Here, we present a typical case where radiation damage occurs for a sample exposed at typical photon dose under a microfocused synchrotron X-ray photons beam. A paint cross section from a turn of the twentieth century French early modernist painting was analysed by microscopic X-ray absorption near-edge structure spectroscopy (\(\mu\)XANES). Although the painting is in excellent condition, we were interested in analysing Prussian blue and zinc white pigments and possible alterations at the micro-scale resulting from their mixture. Indeed, Prussian blue has been shown in previous studies to readily fade when associated with white pigments such as zinc white, via a photocatalytic reaction still not well understood [8, 9]. \(\mu\)XANES at the Zn and Fe K-edges led, however, to different types of radiation-induced modifications observed during and after the sessions. We discuss the impact of these radiation damages on the information obtained, how they might lead to analytical misinterpretations, or to the contrary be integrated in our understanding of the material and its possible alterations. We finally conclude on experimental strategies to better detect, mitigate and integrate radiation damage and prevent the conflation of beam damage phenomena and the alteration resulting from the pigments’ use and exhibition history.

2 Methodology

2.1 Sample and preparation

The sample was removed from the painting, embedded in Extec polyester resin, and a cross section was prepared and polished using MicroMesh SiC grinding papers (1500–12,000 grit). For electron microscopy, the sample was coated with conducting carbon paint (SPI supplies). Mock-up samples were prepared by the artist Valerio Cugia, with Prussian blue and zinc white directly extracted from the tubes (Talens-Rembrandt). Three mock-ups were prepared: pure Prussian blue (PB), Prussian blue diluted in zinc white with approximate volume ratio 1:1 (PB+Zn) and 1:10 (Pb++Zn).

2.2 Microscopy

Ultraviolet light microscopy was carried out using a Nikon Eclipse LV100 microscope at 20X Planfluor (N.A. 0.45). The excitation used was generated by using a mercury source (Nikon Intensilight C-HGFI) and fluorescence cube composed of a 450 to 490 nm excitation filter and 500 nm longpass filter for the detection. SEM-EDS data were collected using a Zeiss Evo MA electron microscope in variable pressure mode, with a lanthanum hexaboride filament and a Bruker Quantax 200 XFlash EDS detector. An accelerating voltage of 20 kV was used, a beam current of 1.8 nA and a working distance of 8.5 mm.

2.3 Raman spectroscopy

Raman analysis was performed with a Raman spectrometer equipped with a 100x standing objective and a 780 nm diode laser. Laser power on the sample was limited to \(200\,\upmu \hbox {W}\) to avoid radiation damage. Exposure time was set to 2 s and 50 successive acquisitions were collected for each final spectrum.
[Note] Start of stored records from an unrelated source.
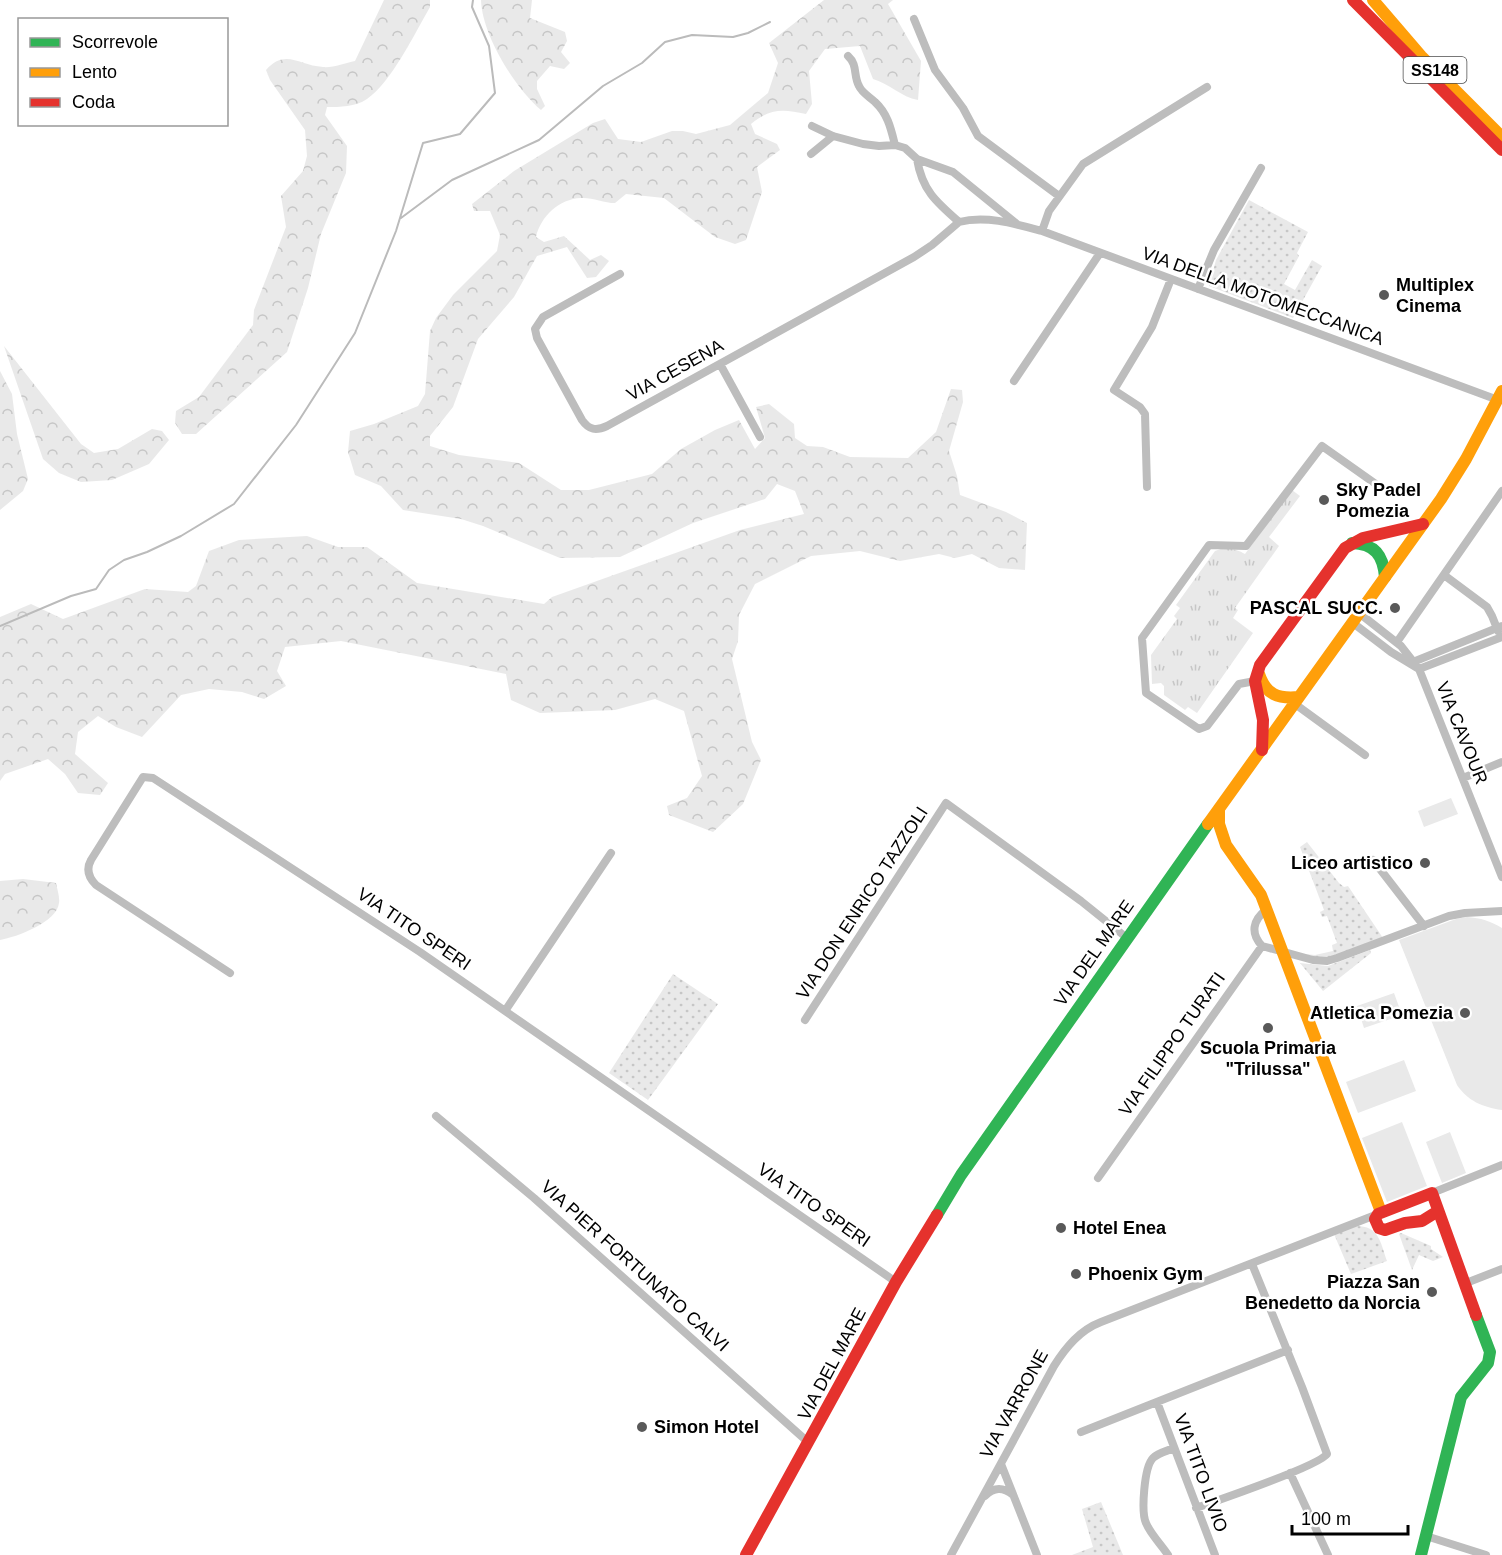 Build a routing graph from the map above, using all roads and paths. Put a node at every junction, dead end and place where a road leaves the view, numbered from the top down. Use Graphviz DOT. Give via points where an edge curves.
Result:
graph roads {
  1 [pos="1353,0"];
  2 [pos="1373,0"];
  3 [pos="1385,0"];
  4 [pos="914,19"];
  5 [pos="848,56"];
  6 [pos="1207,87"];
  7 [pos="1502,122"];
  8 [pos="812,126"];
  9 [pos="833,136"];
  10 [pos="1502,137"];
  11 [pos="895,145"];
  12 [pos="1502,150"];
  13 [pos="811,154"];
  14 [pos="918,159"];
  15 [pos="1261,168"];
  16 [pos="1059,196"];
  17 [pos="959,222"];
  18 [pos="1017,224"];
  19 [pos="1042,231"];
  20 [pos="1100,253"];
  21 [pos="620,274"];
  22 [pos="1171,279"];
  23 [pos="1198,289"];
  24 [pos="720,364"];
  25 [pos="1014,381"];
  26 [pos="1500,395"];
  27 [pos="760,437"];
  28 [pos="1147,487"];
  29 [pos="1380,487"];
  30 [pos="1502,491"];
  31 [pos="1423,524"];
  32 [pos="1380,534"];
  33 [pos="1351,543"];
  34 [pos="1400,556"];
  35 [pos="1444,575"];
  36 [pos="1385,577"];
  37 [pos="1356,618"];
  38 [pos="1499,627"];
  39 [pos="1501,639"];
  40 [pos="1397,642"];
  41 [pos="1413,662"];
  42 [pos="1419,669"];
  43 [pos="1257,675"];
  44 [pos="1297,701"];
  45 [pos="1284,719"];
  46 [pos="1263,720"];
  47 [pos="1273,735"];
  48 [pos="1262,750"];
  49 [pos="1365,755"];
  50 [pos="1502,762"];
  51 [pos="1463,778"];
  52 [pos="1219,810"];
  53 [pos="1195,842"];
  54 [pos="1223,842"];
  55 [pos="611,853"];
  56 [pos="1373,860"];
  57 [pos="1502,876"];
  58 [pos="1266,910"];
  59 [pos="1502,911"];
  60 [pos="1424,926"];
  61 [pos="1127,938"];
  62 [pos="1262,946"];
  63 [pos="1282,952"];
  64 [pos="230,973"];
  65 [pos="505,1011"];
  66 [pos="805,1020"];
  67 [pos="436,1116"];
  68 [pos="1502,1165"];
  69 [pos="1098,1178"];
  70 [pos="1432,1193"];
  71 [pos="1438,1211"];
  72 [pos="1379,1213"];
  73 [pos="1422,1221"];
  74 [pos="1343,1227"];
  75 [pos="1382,1230"];
  76 [pos="1452,1247"];
  77 [pos="1252,1264"];
  78 [pos="1502,1269"];
  79 [pos="896,1282"];
  80 [pos="1466,1283"];
  81 [pos="1288,1350"];
  82 [pos="1157,1402"];
  83 [pos="1081,1432"];
  84 [pos="809,1443"];
  85 [pos="1174,1448"];
  86 [pos="1001,1464"];
  87 [pos="1290,1473"];
  88 [pos="1013,1496"];
  89 [pos="982,1498"];
  90 [pos="1196,1508"];
  91 [pos="1426,1536"];
  92 [pos="746,1555"];
  93 [pos="951,1555"];
  94 [pos="1037,1555"];
  95 [pos="1167,1555"];
  96 [pos="1215,1555"];
  97 [pos="1328,1555"];
  98 [pos="1421,1555"];
  99 [pos="1486,1555"];
  1 -- 12 [label="main road"];
  2 -- 10 [label="main road, SS148" via="1425,60"];
  3 -- 7 [label="main road, SS148" via="1414,35"];
  4 -- 16 [label="street" via="935,70 977,134"];
  5 -- 11 [label="street" via="855,63 860,88 887,118"];
  6 -- 16 [label="street" via="1087,161"];
  8 -- 9 [label="street, VIA DELLA MOTOMECCANICA"];
  9 -- 11 [label="street, VIA DELLA MOTOMECCANICA" via="868,145"];
  9 -- 13 [label="street"];
  11 -- 14 [label="street, VIA DELLA MOTOMECCANICA"];
  14 -- 17 [label="street" via="920,177 929,192"];
  14 -- 18 [label="street, VIA DELLA MOTOMECCANICA" via="954,172"];
  15 -- 23 [label="street" via="1214,250"];
  16 -- 19 [label="street"];
  17 -- 18 [label="street, VIA DELLA MOTOMECCANICA"];
  17 -- 24 [label="street, VIA CESENA" via="914,257"];
  18 -- 19 [label="street, VIA DELLA MOTOMECCANICA"];
  19 -- 20 [label="street, VIA DELLA MOTOMECCANICA"];
  20 -- 22 [label="street, VIA DELLA MOTOMECCANICA"];
  20 -- 25 [label="street"];
  21 -- 24 [label="street, VIA CESENA" via="545,316 536,326 537,338 587,427 596,430 607,426"];
  22 -- 23 [label="street, VIA DELLA MOTOMECCANICA"];
  22 -- 28 [label="street" via="1155,323 1113,390 1145,414"];
  23 -- 26 [label="street, VIA DELLA MOTOMECCANICA"];
  24 -- 27 [label="street"];
  26 -- 31 [label="main road, VIA DEL MARE" via="1466,459"];
  29 -- 43 [label="street" via="1322,446 1246,546 1209,545 1142,638 1146,693 1199,729 1207,726 1239,684"];
  30 -- 35 [label="street"];
  31 -- 32 [label="main road"];
  31 -- 34 [label="main road, VIA DEL MARE"];
  32 -- 33 [label="main road"];
  32 -- 34 [label="main road" via="1395,540"];
  33 -- 36 [label="main road" via="1376,550 1384,561"];
  33 -- 43 [label="main road"];
  34 -- 36 [label="main road, VIA DEL MARE"];
  35 -- 38 [label="street" via="1490,611"];
  35 -- 40 [label="street"];
  36 -- 37 [label="main road, VIA DEL MARE"];
  37 -- 40 [label="street, VIA CAVOUR"];
  37 -- 42 [label="street, VIA CAVOUR" via="1394,654"];
  37 -- 44 [label="main road, VIA DEL MARE"];
  38 -- 39 [label="street"];
  38 -- 41 [label="street"];
  39 -- 42 [label="street"];
  40 -- 41 [label="street, VIA CAVOUR"];
  41 -- 42 [label="street, VIA CAVOUR"];
  42 -- 51 [label="street, VIA CAVOUR"];
  43 -- 44 [label="main road" via="1275,697"];
  43 -- 46 [label="main road"];
  44 -- 45 [label="main road, VIA DEL MARE"];
  44 -- 49 [label="street"];
  45 -- 46 [label="main road"];
  45 -- 47 [label="main road, VIA DEL MARE"];
  46 -- 47 [label="main road"];
  46 -- 48 [label="main road"];
  47 -- 48 [label="main road, VIA DEL MARE"];
  48 -- 52 [label="main road, VIA DEL MARE"];
  50 -- 51 [label="street"];
  51 -- 57 [label="street, VIA CAVOUR"];
  52 -- 53 [label="main road, VIA DEL MARE"];
  52 -- 54 [label="main road" via="1218,828"];
  53 -- 54 [label="main road" via="1209,838"];
  53 -- 61 [label="main road, VIA DEL MARE"];
  54 -- 58 [label="main road" via="1251,877"];
  55 -- 65 [label="street"];
  56 -- 60 [label="street"];
  58 -- 62 [label="street" via="1258,917 1254,929"];
  58 -- 63 [label="main road"];
  59 -- 60 [label="street" via="1459,914"];
  60 -- 63 [label="street" via="1331,960"];
  61 -- 66 [label="street, VIA DON ENRICO TAZZOLI" via="946,803"];
  61 -- 79 [label="main road, VIA DEL MARE" via="972,1158"];
  62 -- 63 [label="street"];
  62 -- 69 [label="street, VIA FILIPPO TURATI"];
  63 -- 72 [label="main road"];
  64 -- 65 [label="street, VIA TITO SPERI" via="91,879 90,863 143,777 153,778 399,937"];
  65 -- 79 [label="street, VIA TITO SPERI"];
  67 -- 84 [label="street, VIA PIER FORTUNATO CALVI"];
  68 -- 70 [label="street, VIA VARRONE"];
  70 -- 71 [label="main road"];
  70 -- 72 [label="main road, VIA VARRONE"];
  71 -- 73 [label="main road"];
  71 -- 76 [label="main road"];
  72 -- 74 [label="street, VIA VARRONE"];
  72 -- 75 [label="main road" via="1375,1221"];
  73 -- 75 [label="main road"];
  73 -- 76 [label="main road" via="1439,1231"];
  74 -- 75 [label="street, VIA VARRONE" via="1363,1225"];
  74 -- 77 [label="street, VIA VARRONE"];
  76 -- 80 [label="main road"];
  77 -- 81 [label="street"];
  77 -- 86 [label="street, VIA VARRONE" via="1085,1331 1054,1366"];
  78 -- 80 [label="street"];
  79 -- 84 [label="main road, VIA DEL MARE"];
  80 -- 91 [label="main road" via="1490,1356 1461,1397"];
  81 -- 82 [label="street"];
  81 -- 87 [label="street" via="1327,1453"];
  82 -- 83 [label="street"];
  82 -- 85 [label="street, VIA TITO LIVIO"];
  84 -- 92 [label="main road, VIA DEL MARE"];
  85 -- 90 [label="street, VIA TITO LIVIO"];
  85 -- 95 [label="street" via="1150,1462 1143,1507 1147,1525"];
  86 -- 88 [label="street"];
  86 -- 89 [label="street, VIA VARRONE"];
  87 -- 90 [label="street"];
  87 -- 97 [label="street"];
  88 -- 89 [label="street" via="998,1489"];
  88 -- 94 [label="street"];
  89 -- 93 [label="street, VIA VARRONE"];
  90 -- 96 [label="street, VIA TITO LIVIO"];
  91 -- 98 [label="main road"];
  91 -- 99 [label="street"];
} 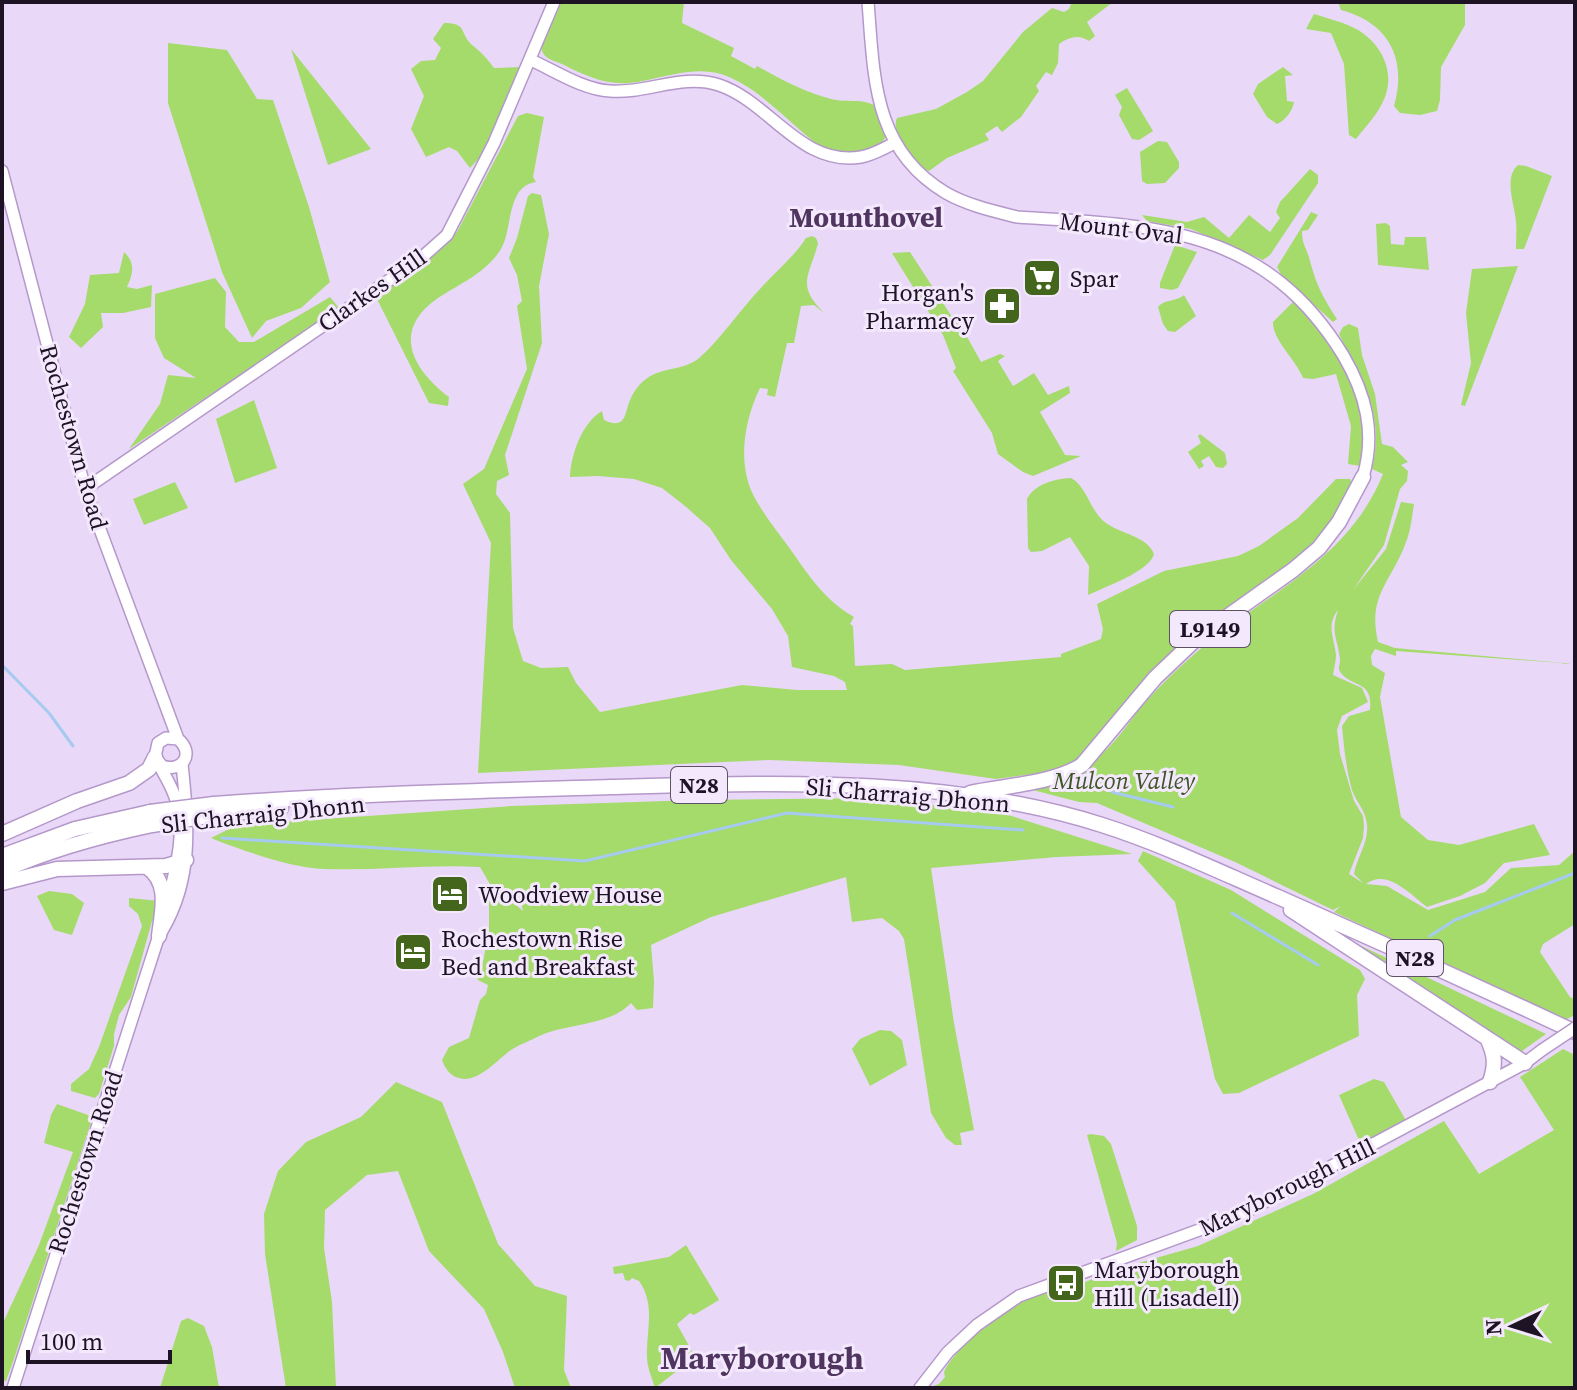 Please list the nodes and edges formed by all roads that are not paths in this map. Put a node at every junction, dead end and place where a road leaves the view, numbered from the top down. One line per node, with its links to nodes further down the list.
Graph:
1 (554, 2): 3 (street, Clarkes Hill)
2 (868, 2): 4 (street, Mount Oval / L9149)
3 (531, 60): 4 (street); 7 (street, Clarkes Hill)
4 (895, 143): 6 (street, Mount Oval / L9149)
5 (2, 171): 7 (street, Rochestown Road)
6 (1363, 477): 13 (highway, L9149)
7 (85, 489): 8 (street, Rochestown Road)
8 (162, 697): 9 (street, Rochestown Road); 10 (street, Rochestown Road)
9 (162, 739): 10 (street); 11 (street)
10 (178, 739): 12 (street)
11 (157, 760): 12 (street); 15 (highway); 17 (street, Rochestown Road)
12 (182, 764): 17 (street, Rochestown Road)
13 (963, 795): 14 (highway, Sli Charraig Dhonn / N28, bridge); 21 (highway, Sli Charraig Dhonn / N28)
14 (151, 819): 16 (highway, Sli Charraig Dhonn / N28); 19 (highway, Sli Charraig Dhonn / N28)
15 (2, 834)
16 (2, 856)
17 (181, 861): 18 (highway); 22 (street, Rochestown Road)
18 (147, 867): 20 (highway); 22 (highway)
19 (2, 871)
20 (2, 883)
21 (1255, 887): 23 (highway, Sli Charraig Dhonn / N28); 24 (highway, N28)
22 (159, 936): 27 (street, Rochestown Road)
23 (1575, 1030): 25 (street, Maryborough Hill, bridge)
24 (1487, 1038): 25 (highway, N28); 26 (highway)
25 (1525, 1063): 26 (street, Maryborough Hill)
26 (1490, 1082): 28 (street, Maryborough Hill)
27 (13, 1388)
28 (920, 1388)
2.4 X-ray absorption spectroscopy

\(\mu\)XANES measurements at the Fe and Zn K-edges were taken in fluorescence mode at the DiffAbs beamline at the SOLEIL synchrotron. The X-ray beam was collimated by two bendable mirrors, monochromatized using a Si(111) double-crystal monochromator (energy resolution of 0.7 eV) and focused using Kirkpatrick-Baez mirrors down to a spot size of \(6\times 6\) and \(9\times 6\,\upmu \hbox {m}^{2}\) (\(\hbox {H}\times \hbox {V}\), full width at half maximum), respectively, at Fe and Zn K-edges. Photon flux at these energies was estimated at \(1\times 10^{10}\) photons/s in the focused spot. The fluorescence signal was monitored using a silicon drift detector (Vortex ME4) placed at \(90^{\circ }\) to the beam in the horizontal plane. \(\mu\)XANES spectra at the Fe K-edge were collected in the 7090–7300 eV range with 0.5 eV step size in the XANES region (7118.5–7145 eV). \(\mu\)XANES spectra at the Zn K-edge were collected in the 9630–9800 eV range with 0.5 eV step size in the XANES region (9661.5–9700 eV). The counting time was 1 s per energy step. Energy calibration was performed by using iron and zinc metallic foils, setting, respectively, the first inflection points of the edge at 7112 eV and 9659 eV. XANES spectra were processed with the Athena software (Iffefit 1.2.9) [10]. The pre-edge range background was removed by subtracting a Victoreen function, and the absorption background was removed using a cubic spline with a normalization range between 30 and 260 eV after the edge. The absorption edge was defined as the maximal of the first derivative.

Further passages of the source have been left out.